Work task.
The data should be transcribed in its entirety, word for word.

Collected data
----------

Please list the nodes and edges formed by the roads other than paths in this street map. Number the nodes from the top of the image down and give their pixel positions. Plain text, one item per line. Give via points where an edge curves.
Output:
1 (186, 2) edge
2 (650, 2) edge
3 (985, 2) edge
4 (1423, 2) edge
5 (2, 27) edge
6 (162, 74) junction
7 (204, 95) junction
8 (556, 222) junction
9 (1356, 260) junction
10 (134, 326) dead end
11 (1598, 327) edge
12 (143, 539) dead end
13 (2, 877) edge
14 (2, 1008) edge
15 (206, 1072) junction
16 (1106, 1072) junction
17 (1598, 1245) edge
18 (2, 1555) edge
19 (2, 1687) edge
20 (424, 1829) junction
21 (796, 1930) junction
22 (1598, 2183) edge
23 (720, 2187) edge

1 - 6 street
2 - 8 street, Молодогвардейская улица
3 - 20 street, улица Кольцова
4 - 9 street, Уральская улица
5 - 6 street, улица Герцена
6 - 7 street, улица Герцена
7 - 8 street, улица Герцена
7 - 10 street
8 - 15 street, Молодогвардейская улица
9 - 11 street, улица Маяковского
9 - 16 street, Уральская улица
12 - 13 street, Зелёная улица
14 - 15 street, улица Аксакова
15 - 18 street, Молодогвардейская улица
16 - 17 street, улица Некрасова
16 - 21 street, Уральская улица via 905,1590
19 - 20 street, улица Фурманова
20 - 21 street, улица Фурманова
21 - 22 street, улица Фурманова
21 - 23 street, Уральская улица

----------

Worked solution.
Please list the nodes and edges formed by the roads other than paths in this street map. Number the nodes from the top of the image down and give their pixel positions. Plain text, one item per line. Give via points where an edge curves.
Output:
1 (186, 2) edge
2 (650, 2) edge
3 (985, 2) edge
4 (1423, 2) edge
5 (2, 27) edge
6 (162, 74) junction
7 (204, 95) junction
8 (556, 222) junction
9 (1356, 260) junction
10 (134, 326) dead end
11 (1598, 327) edge
12 (143, 539) dead end
13 (2, 877) edge
14 (2, 1008) edge
15 (206, 1072) junction
16 (1106, 1072) junction
17 (1598, 1245) edge
18 (2, 1555) edge
19 (2, 1687) edge
20 (424, 1829) junction
21 (796, 1930) junction
22 (1598, 2183) edge
23 (720, 2187) edge

1 - 6 street
2 - 8 street, Молодогвардейская улица
3 - 20 street, улица Кольцова
4 - 9 street, Уральская улица
5 - 6 street, улица Герцена
6 - 7 street, улица Герцена
7 - 8 street, улица Герцена
7 - 10 street
8 - 15 street, Молодогвардейская улица
9 - 11 street, улица Маяковского
9 - 16 street, Уральская улица
12 - 13 street, Зелёная улица
14 - 15 street, улица Аксакова
15 - 18 street, Молодогвардейская улица
16 - 17 street, улица Некрасова
16 - 21 street, Уральская улица via 905,1590
19 - 20 street, улица Фурманова
20 - 21 street, улица Фурманова
21 - 22 street, улица Фурманова
21 - 23 street, Уральская улица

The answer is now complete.